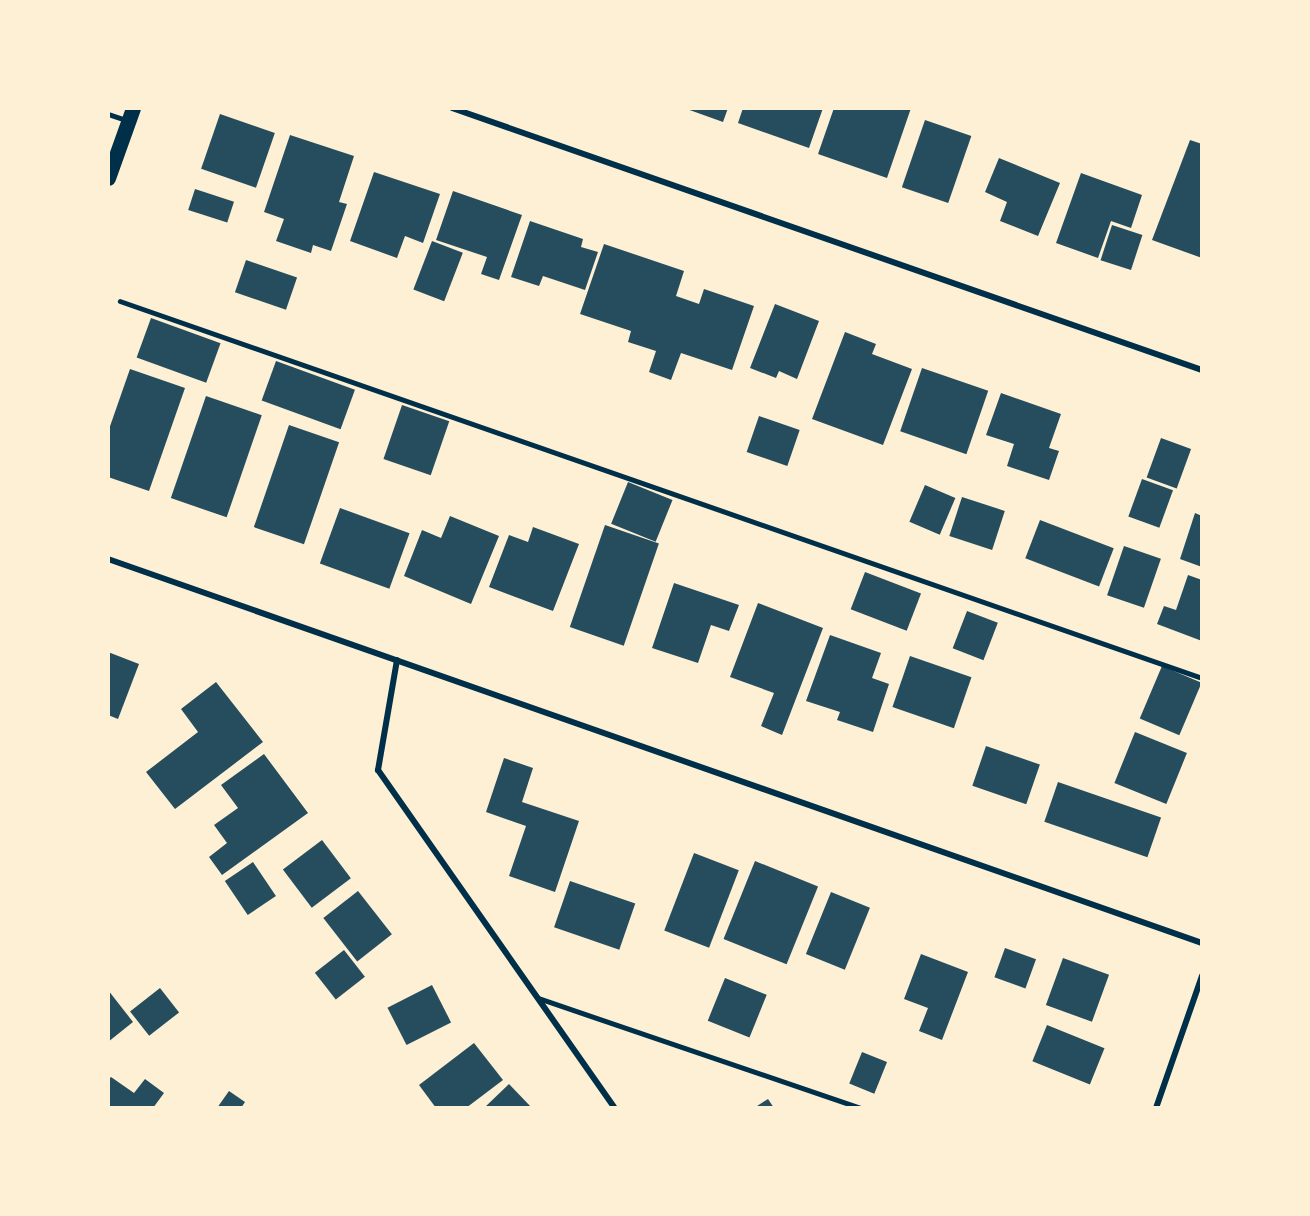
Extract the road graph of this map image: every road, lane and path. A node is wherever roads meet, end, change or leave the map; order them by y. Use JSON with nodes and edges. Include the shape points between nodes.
{"nodes":[{"id":1,"x":452,"y":108,"type":"edge"},
{"id":2,"x":108,"y":114,"type":"edge"},
{"id":3,"x":131,"y":115,"type":"edge"},
{"id":4,"x":108,"y":178,"type":"edge"},
{"id":5,"x":120,"y":301,"type":"dead end"},
{"id":6,"x":1202,"y":370,"type":"edge"},
{"id":7,"x":108,"y":559,"type":"edge"},
{"id":8,"x":397,"y":660,"type":"junction"},
{"id":9,"x":1202,"y":678,"type":"edge"},
{"id":10,"x":1202,"y":944,"type":"edge"},
{"id":11,"x":1202,"y":976,"type":"edge"},
{"id":12,"x":538,"y":998,"type":"junction"},
{"id":13,"x":615,"y":1108,"type":"edge"},
{"id":14,"x":861,"y":1108,"type":"edge"},
{"id":15,"x":1156,"y":1108,"type":"edge"}],
"edges":[{"from":1,"to":6,"type":"street"},
{"from":2,"to":3,"type":"lane"},
{"from":3,"to":4,"type":"main road"},
{"from":5,"to":9,"type":"lane"},
{"from":7,"to":8,"type":"street"},
{"from":8,"to":10,"type":"street"},
{"from":8,"to":12,"type":"street","via":[[378,770]]},
{"from":11,"to":15,"type":"street"},
{"from":12,"to":13,"type":"street"},
{"from":12,"to":14,"type":"lane"}]}
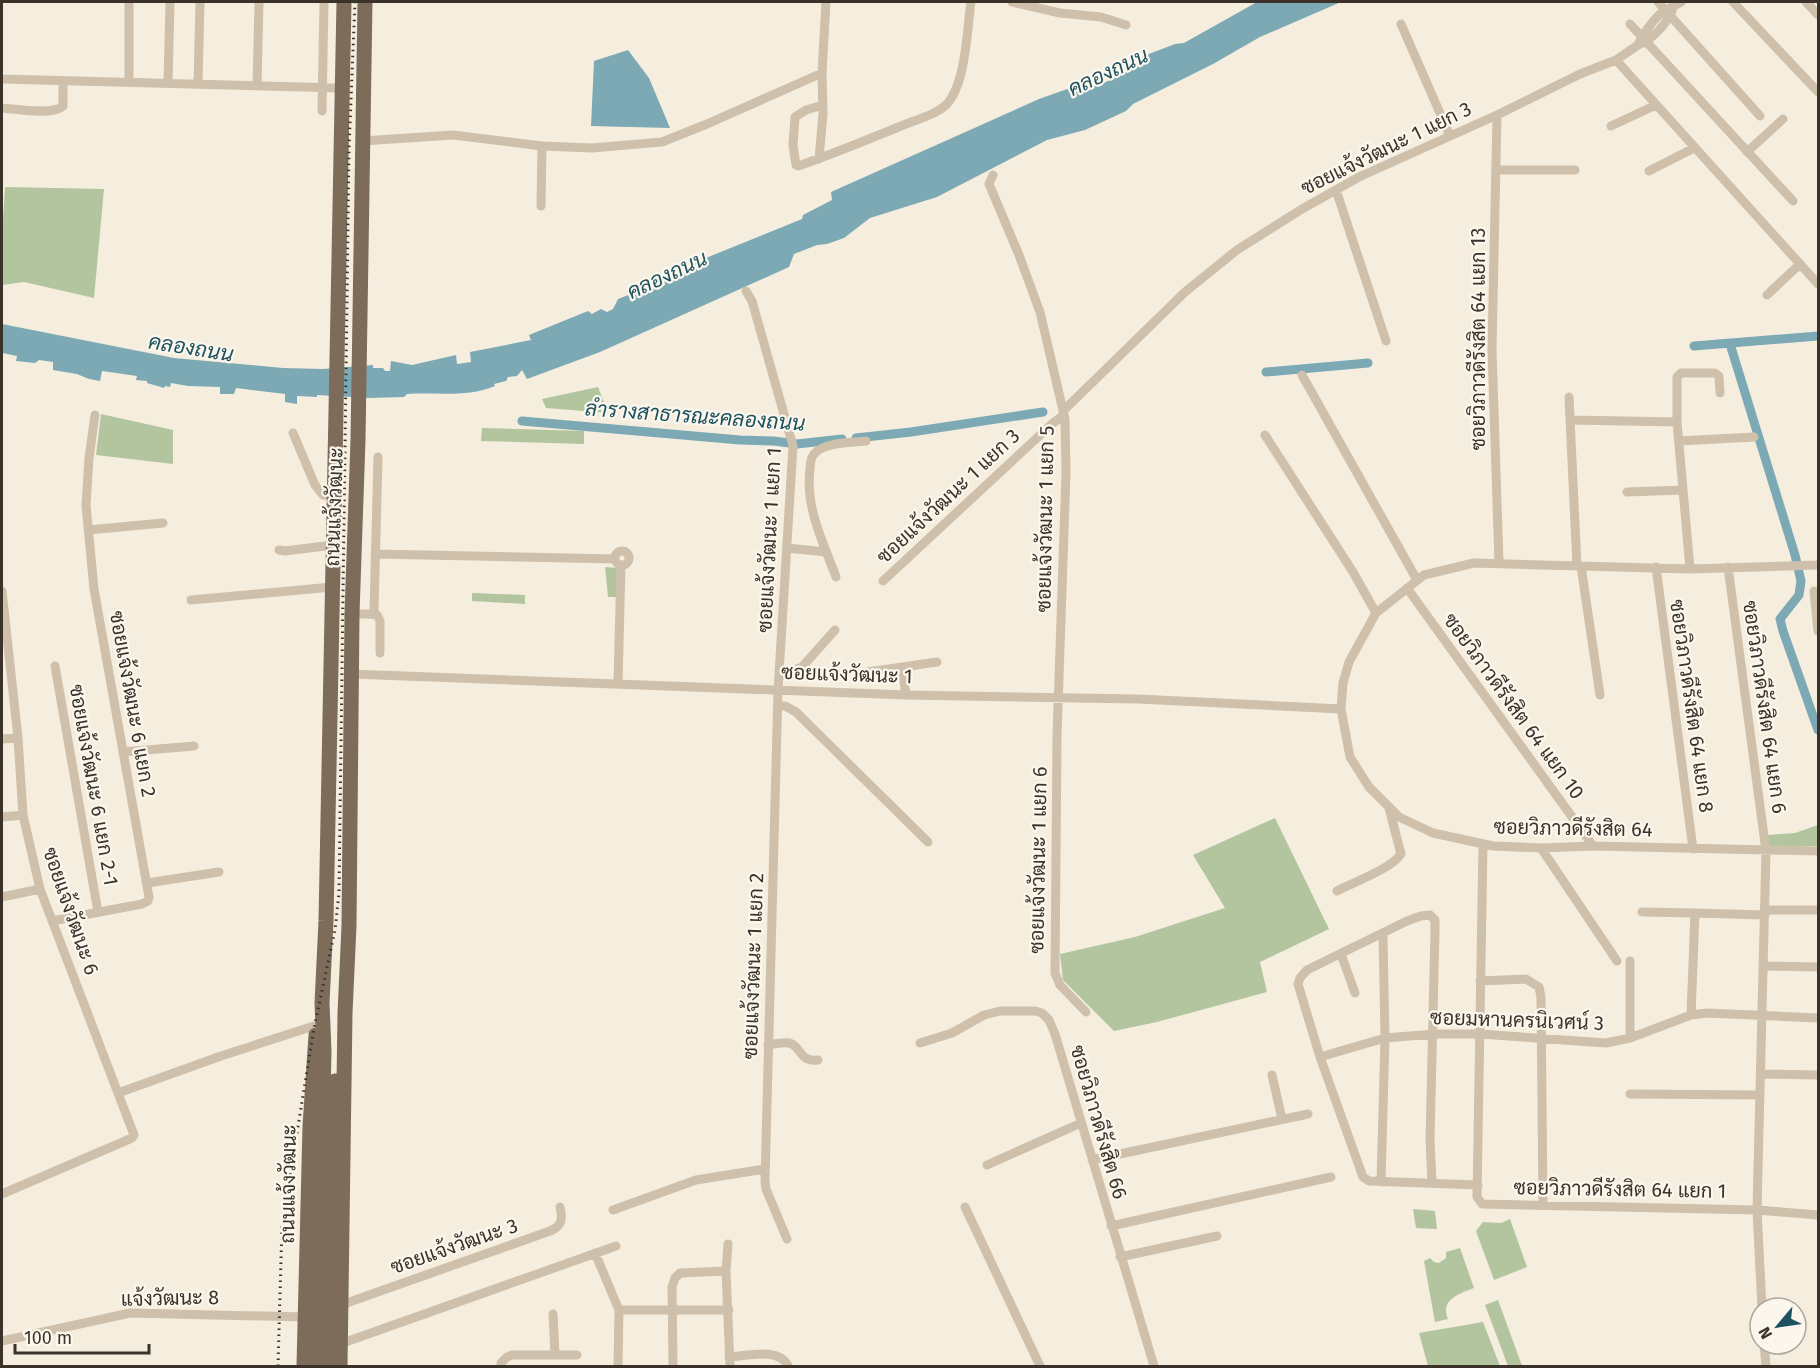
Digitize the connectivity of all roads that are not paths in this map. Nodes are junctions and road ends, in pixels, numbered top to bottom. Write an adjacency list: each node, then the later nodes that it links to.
1 (129, 2): 25 (street)
2 (170, 2): 26 (street)
3 (200, 2): 27 (street)
4 (258, 2): 28 (street)
5 (324, 2): 29 (street)
6 (344, 2): 30 (main road, ถนนแจ้งวัฒนะ)
7 (365, 2): 41 (main road, ถนนแจ้งวัฒนะ)
8 (826, 2): 22 (street)
9 (971, 2): 45 (street)
10 (1012, 2): 19 (street)
11 (1658, 2): 15 (street)
12 (1681, 2): 15 (street, ซอยแจ้งวัฒนะ 1 แยก 3)
13 (1733, 2): 31 (street)
14 (1806, 2): 16 (street)
15 (1669, 11): 20 (street, ซอยแจ้งวัฒนะ 1 แยก 3); 37 (street)
16 (1818, 15)
17 (1401, 24): 40 (street)
18 (1630, 24): 20 (street)
19 (1126, 25)
20 (1642, 41): 21 (street, ซอยแจ้งวัฒนะ 1 แยก 3); 44 (street)
21 (1616, 60): 33 (street); 36 (street, ซอยแจ้งวัฒนะ 1 แยก 3)
22 (822, 73): 32 (street); 42 (street)
23 (2, 79): 24 (street)
24 (63, 81): 25 (street); 34 (street)
25 (129, 82): 26 (street)
26 (168, 83): 27 (street)
27 (198, 84): 28 (street)
28 (257, 86): 29 (street)
29 (322, 88): 30 (street); 35 (street)
30 (342, 88): 73 (main road, ถนนแจ้งวัฒนะ)
31 (1818, 92)
32 (823, 105): 45 (street); 45 (street)
33 (1656, 105): 39 (street); 43 (street)
34 (2, 108)
35 (322, 111)
36 (1497, 115): 40 (street, ซอยแจ้งวัฒนะ 1 แยก 3); 46 (street, ซอยวิภาวดีรังสิต 64 แยก 13)
37 (1761, 116)
38 (1783, 119): 44 (street)
39 (1611, 126)
40 (1450, 136): 50 (street, ซอยแจ้งวัฒนะ 1 แยก 3)
41 (362, 141): 42 (street); 96 (main road, ถนนแจ้งวัฒนะ)
42 (542, 146): 52 (street)
43 (1694, 148): 48 (street); 53 (street)
44 (1748, 152): 51 (street)
45 (819, 159)
46 (1497, 170): 47 (street); 81 (street, ซอยวิภาวดีรังสิต 64 แยก 13)
47 (1575, 170)
48 (1649, 171)
49 (993, 175): 61 (street, ซอยแจ้งวัฒนะ 1 แยก 5)
50 (1336, 189): 57 (street); 61 (street, ซอยแจ้งวัฒนะ 1 แยก 3)
51 (1793, 201)
52 (541, 206)
53 (1800, 264): 54 (street); 56 (street)
54 (1818, 284)
55 (746, 291): 77 (street, ซอยแจ้งวัฒนะ 1 แยก 1)
56 (1767, 296)
57 (1386, 341)
58 (1302, 375): 88 (street)
59 (1720, 393): 64 (street)
60 (1569, 397): 63 (street)
61 (1064, 413): 89 (street, ซอยแจ้งวัฒนะ 1 แยก 3); 111 (street, ซอยแจ้งวัฒนะ 1 แยก 5)
62 (95, 415): 75 (street, ซอยแจ้งวัฒนะ 6 แยก 2)
63 (1570, 420): 64 (street); 83 (street)
64 (1677, 422): 69 (street)
65 (293, 433): 73 (street)
66 (1265, 435): 95 (street)
67 (1754, 437): 69 (street)
68 (866, 441): 79 (street)
69 (1678, 441): 71 (street)
70 (378, 457): 80 (street)
71 (1683, 490): 72 (street); 86 (street)
72 (1627, 492)
73 (334, 496): 76 (main road, ถนนแจ้งวัฒนะ)
74 (164, 523): 75 (street)
75 (88, 530): 117 (street, ซอยแจ้งวัฒนะ 6 แยก 2)
76 (333, 545): 78 (street); 90 (main road, ถนนแจ้งวัฒนะ)
77 (787, 548): 79 (street); 106 (street, ซอยแจ้งวัฒนะ 1 แยก 1)
78 (279, 550)
79 (826, 552): 87 (street)
80 (375, 554): 97 (street); 107 (street)
81 (1499, 562): 83 (street, ซอยวิภาวดีรังสิต 64); 88 (street, ซอยวิภาวดีรังสิต 64)
82 (1818, 565): 85 (street, ซอยวิภาวดีรังสิต 64)
83 (1579, 566): 84 (street, ซอยวิภาวดีรังสิต 64); 110 (street)
84 (1656, 567): 86 (street, ซอยวิภาวดีรังสิต 64); 125 (street, ซอยวิภาวดีรังสิต 64 แยก 8)
85 (1728, 567): 86 (street, ซอยวิภาวดีรังสิต 64); 126 (street, ซอยวิภาวดีรังสิต 64 แยก 6)
86 (1690, 569)
87 (836, 577)
88 (1417, 580): 91 (street, ซอยวิภาวดีรังสิต 64)
89 (883, 581)
90 (332, 587): 94 (street); 147 (main road, ถนนแจ้งวัฒนะ)
91 (1407, 588): 95 (street, ซอยวิภาวดีรังสิต 64); 123 (street, ซอยวิภาวดีรังสิต 64 แยก 10)
92 (2, 591): 114 (street, ซอยแจ้งวัฒนะ 6)
93 (1814, 591): 99 (street)
94 (191, 600)
95 (1376, 613): 113 (street, ซอยวิภาวดีรังสิต 64)
96 (352, 614): 97 (street); 105 (main road, ถนนแจ้งวัฒนะ)
97 (368, 614): 100 (street)
98 (835, 630): 106 (street)
99 (1818, 630)
100 (380, 653)
101 (937, 662): 103 (street)
102 (55, 666): 134 (street, ซอยแจ้งวัฒนะ 6 แยก 2-1)
103 (902, 667): 104 (street); 109 (street)
104 (861, 673)
105 (351, 674): 107 (street, ซอยแจ้งวัฒนะ 1); 149 (main road, ถนนแจ้งวัฒนะ)
106 (780, 676): 108 (street, ซอยแจ้งวัฒนะ 1 แยก 1)
107 (618, 684): 108 (street, ซอยแจ้งวัฒนะ 1)
108 (778, 690): 109 (street, ซอยแจ้งวัฒนะ 1); 112 (street, ซอยแจ้งวัฒนะ 1 แยก 2)
109 (906, 695): 111 (street, ซอยแจ้งวัฒนะ 1)
110 (1600, 695)
111 (1059, 697): 113 (street, ซอยแจ้งวัฒนะ 1); 148 (street, ซอยแจ้งวัฒนะ 1 แยก 6)
112 (778, 706): 121 (street); 160 (street, ซอยแจ้งวัฒนะ 1 แยก 2)
113 (1341, 709): 118 (street, ซอยวิภาวดีรังสิต 64)
114 (18, 738): 115 (street); 119 (street, ซอยแจ้งวัฒนะ 6)
115 (2, 739)
116 (195, 746): 117 (street)
117 (123, 752): 129 (street, ซอยแจ้งวัฒนะ 6 แยก 2)
118 (1389, 808): 122 (street, ซอยวิภาวดีรังสิต 64); 131 (street)
119 (23, 815): 120 (street); 130 (street, ซอยแจ้งวัฒนะ 6)
120 (2, 817)
121 (928, 842)
122 (1483, 844): 124 (street, ซอยวิภาวดีรังสิต 64); 145 (street)
123 (1593, 846): 124 (street, ซอยวิภาวดีรังสิต 64); 125 (street, ซอยวิภาวดีรังสิต 64)
124 (1541, 848): 141 (street)
125 (1693, 849): 126 (street, ซอยวิภาวดีรังสิต 64)
126 (1766, 851): 127 (street, ซอยวิภาวดีรังสิต 64); 136 (street)
127 (1818, 851)
128 (219, 872): 129 (street)
129 (147, 883): 134 (street)
130 (40, 889): 132 (street); 138 (street, ซอยแจ้งวัฒนะ 6)
131 (1337, 891)
132 (2, 897)
133 (1818, 910): 136 (street)
134 (98, 912): 138 (street)
135 (1642, 912): 137 (street)
136 (1765, 912): 137 (street); 143 (street)
137 (1695, 913): 150 (street)
138 (52, 921): 166 (street, ซอยแจ้งวัฒนะ 6)
139 (1383, 935): 140 (street); 154 (street); 156 (street)
140 (1341, 954): 146 (street); 161 (street)
141 (1617, 961)
142 (1630, 961): 157 (street)
143 (1763, 966): 144 (street); 151 (street)
144 (1818, 967)
145 (1480, 981): 155 (street); 158 (street)
146 (1355, 993)
147 (322, 1003): 153 (main road, ถนนแจ้งวัฒนะ); 171 (main road, ถนนแจ้งวัฒนะ)
148 (1086, 1012)
149 (345, 1013): 171 (main road, ถนนแจ้งวัฒนะ); 196 (main road, ถนนแจ้งวัฒนะ)
150 (1691, 1015): 151 (street, ซอยมหานครนิเวศน์ 3); 157 (street, ซอยมหานครนิเวศน์ 3)
151 (1762, 1017): 152 (street, ซอยมหานครนิเวศน์ 3); 163 (street)
152 (1818, 1018)
153 (317, 1025): 166 (street); 201 (main road, ถนนแจ้งวัฒนะ)
154 (1434, 1034): 155 (street, ซอยมหานครนิเวศน์ 3); 156 (street, ซอยมหานครนิเวศน์ 3); 178 (street)
155 (1480, 1034): 158 (street, ซอยมหานครนิเวศน์ 3); 179 (street)
156 (1385, 1038): 161 (street, ซอยมหานครนิเวศน์ 3); 177 (street)
157 (1630, 1038): 158 (street, ซอยมหานครนิเวศน์ 3)
158 (1541, 1039): 181 (street)
159 (920, 1043): 172 (street, ซอยวิภาวดีรังสิต 66)
160 (768, 1045): 162 (street); 175 (street, ซอยแจ้งวัฒนะ 1 แยก 2)
161 (1320, 1057): 177 (street)
162 (818, 1060)
163 (1761, 1074): 165 (street); 168 (street)
164 (1272, 1075): 170 (street)
165 (1818, 1075)
166 (118, 1093): 180 (street, ซอยแจ้งวัฒนะ 6)
167 (1630, 1094): 168 (street)
168 (1760, 1095): 185 (street)
169 (1308, 1114): 170 (street)
170 (1282, 1119): 173 (street)
171 (328, 1121): 208 (main road, ถนนแจ้งวัฒนะ); 209 (main road, ถนนแจ้งวัฒนะ)
172 (1081, 1123): 173 (street, ซอยวิภาวดีรังสิต 66); 174 (street)
173 (1092, 1160): 187 (street, ซอยวิภาวดีรังสิต 66)
174 (987, 1165)
175 (765, 1169): 184 (street); 189 (street, ซอยแจ้งวัฒนะ 1 แยก 2)
176 (1331, 1177): 187 (street)
177 (1381, 1182): 178 (street)
178 (1432, 1182): 179 (street)
179 (1478, 1185): 181 (street, ซอยวิภาวดีรังสิต 64 แยก 1)
180 (2, 1194)
181 (1543, 1205): 185 (street, ซอยวิภาวดีรังสิต 64 แยก 1)
182 (560, 1207): 196 (street, ซอยแจ้งวัฒนะ 3)
183 (965, 1207): 215 (street)
184 (613, 1210)
185 (1757, 1210): 186 (street, ซอยวิภาวดีรังสิต 64 แยก 1); 195 (street)
186 (1818, 1215)
187 (1111, 1226): 193 (street, ซอยวิภาวดีรังสิต 66)
188 (1216, 1236): 193 (street)
189 (787, 1239)
190 (728, 1244): 194 (street)
191 (616, 1246): 192 (street)
192 (596, 1253): 197 (street); 203 (street)
193 (1120, 1257): 216 (street, ซอยวิภาวดีรังสิต 66)
194 (726, 1271): 198 (street); 199 (street)
195 (1761, 1296)
196 (341, 1305): 203 (main road, ถนนแจ้งวัฒนะ)
197 (619, 1310): 198 (street); 212 (street)
198 (672, 1310): 199 (street); 213 (street)
199 (729, 1310): 206 (street)
200 (553, 1314): 204 (street)
201 (305, 1317): 202 (street, แจ้งวัฒนะ 8); 207 (main road, ถนนแจ้งวัฒนะ)
202 (2, 1341)
203 (340, 1344): 210 (main road, ถนนแจ้งวัฒนะ)
204 (555, 1355): 205 (street); 211 (street)
205 (577, 1355)
206 (729, 1362): 214 (street)
207 (304, 1366)
208 (317, 1366)
209 (328, 1366)
210 (340, 1366)
211 (501, 1366)
212 (618, 1366)
213 (673, 1366)
214 (788, 1366)
215 (1040, 1366)
216 (1154, 1366)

= = = = = = =

TASK: Write down every line of the data above that includes the string "roads".

WRITTEN SOLUTION:
Extract the road graph of this map image: every road, lane and path. A node is wherever roads meet, end, change or leave the map; order them by y. Use JSON with nodes and edges. Include the shape points between nodes.
Digitize the connectivity of all roads that are not paths in this map. Nodes are junctions and road ends, in pixels, numbered top to bottom. Write an adjacency list: each node, then the later nodes that it links to.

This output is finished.